At issue for CalPERS is the role Villalobos’ firm played as a placement agent for investment institutions seeking the fund’s business. Villalobos could not be reached for comment.

Placement agents have come under increased scrutiny in other states, notably New York and New Mexico, where politically connected individuals have acted as middlemen for investment institutions, particularly private equity funds.

Last week, New York Democratic Attorney General Andrew Cuomo said the former head of New York’s Liberal Party and a founding partner of Aldus Equity pleaded guilty to taking part in a kickback scheme that corrupted how the state pension fund chose investment managers. Four of the six individuals Cuomo charged have plead guilty; lawyers for the two others say they are innocent.

“The placement agent industry has been a focus of state authorities and the Securities and Exchange Commission over the last year, and we believe it prudent to conduct a full review of the matters related to these recent disclosures to us,” CalPERS Chief Executive Anne Stausboll said in a statement.

Clampdown On Placement Agents

CalPERS spokeswoman Pat Macht said its managers reported fees to ARVCO for the following private equity funds:

* Apollo Alternative Assets LP

* Apollo Credit Opportunities Fund LP

* Apollo European Principal Finance Fund LP

* Apollo Global Management LLC

* Apollo Investment Fund VI LP

* Apollo Investment Fund VII LP

* Apollo Special Opportunities Managed Account LP

* Aurora Equity Partners III LP

* Aurora Resurgence Fund (c) LP, and

* Ares Corporate Opportunities Fund LP,

Macht said the probe is a larger effort at CalPERS to tally fees paid to placement agents for its business.
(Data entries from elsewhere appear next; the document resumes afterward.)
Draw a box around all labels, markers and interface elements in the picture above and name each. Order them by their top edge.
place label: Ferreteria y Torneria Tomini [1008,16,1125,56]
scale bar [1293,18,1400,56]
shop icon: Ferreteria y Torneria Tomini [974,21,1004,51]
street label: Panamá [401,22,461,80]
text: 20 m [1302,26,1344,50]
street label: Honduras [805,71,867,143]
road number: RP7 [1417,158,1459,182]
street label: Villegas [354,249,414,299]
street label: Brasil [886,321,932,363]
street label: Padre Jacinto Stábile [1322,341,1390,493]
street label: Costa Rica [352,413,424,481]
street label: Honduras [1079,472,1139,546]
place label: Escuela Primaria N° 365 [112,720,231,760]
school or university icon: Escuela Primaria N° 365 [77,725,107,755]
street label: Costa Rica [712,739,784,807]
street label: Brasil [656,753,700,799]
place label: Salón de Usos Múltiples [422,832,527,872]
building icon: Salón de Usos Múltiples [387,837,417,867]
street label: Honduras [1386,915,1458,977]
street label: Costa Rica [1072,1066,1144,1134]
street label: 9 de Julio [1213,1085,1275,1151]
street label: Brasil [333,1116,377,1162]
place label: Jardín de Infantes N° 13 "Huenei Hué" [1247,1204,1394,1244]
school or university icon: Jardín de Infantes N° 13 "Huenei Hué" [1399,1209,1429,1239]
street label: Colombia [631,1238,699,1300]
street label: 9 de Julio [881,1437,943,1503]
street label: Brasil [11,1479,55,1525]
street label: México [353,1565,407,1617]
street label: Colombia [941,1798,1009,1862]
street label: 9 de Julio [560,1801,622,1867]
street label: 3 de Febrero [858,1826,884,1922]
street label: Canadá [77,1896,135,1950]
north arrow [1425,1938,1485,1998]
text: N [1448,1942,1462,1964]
CalPERS this year also backed a state bill, which Republican Governor Arnold Schwarzeneger has signed into law, to increase disclosure of payments to placement agents tied to its investments and those at the California State Teachers’ Retirement System, better known as CalSTRS. The bill also bars former CalPERS and CalSTRS officials from soliciting business at the funds for two years after leaving them.

“Ultimately we’re trying to develop a database … and to confirm that at the end of the day that CalPERS was not victimized by bearing these fees,” Macht said.

CalPERS especially needs to look at business ties to former fund officials, said Stephen Davis of the Millstein Center for Corporate Governance and Performance. “This is a time when investors are under as much scrutiny as companies for mistakes that led to risk-taking and collapses.”

CalPERS and CalSTRS, seen as politically savvy and well-run by industry analysts, may also be trying to get ahead of new federal rules expected before the end of the year.

“The federal ban will make the use such placement agents very risky,” said Alan Cleveland, a private pension fund attorney. “A lot of pension funds will try get ahead of this by making direct inquiries and imposing their own rules.”

CalPERS At Political Risk

Villalobos is the second former CalPERS board member to be swept up in reviews of placement agents this year. In May, former board member Sean Harrigan resigned as president of the board of the Los Angeles Fire and Police Pensions fund, citing the SEC delving into his ties to a firm named in New York’s pension fund probe.

Investigators came across Harrigan because he had been a consultant to a Los Angeles placement agent firm referenced in New York’s indictment of Henry Morris, a onetime advisor to former New York Comptroller Alan Hevesi. Morris, whose lawyer says he is innocent, is accused of taking kickbacks to help firms win business with New York state’s pension fund.

CalPERS’ review of ARVCO comes at a difficult time for the pension fund. It is trying to recover from steep losses from the meltdown on financial markets while activists aiming to overhaul California’s pension funds are scoring headlines by advertising CalPERS’ members with six-figure annual pensions.

Their payouts come amid severe financial strain for the state government and local governments paying into the fund– and, potentially, growing resentment among voters who have seen the value of retirement savings in 401(k)s swing wildly while paying taxes to maintain guaranteed CalPERS benefits.

Keith Richman, a former Republican state lawmaker, said he and others will soon file a ballot measure aimed at overhauling California pension giants with state election officials in a bid to put it to voters. “Our intent is to file an initiative within the next month,” Richman said.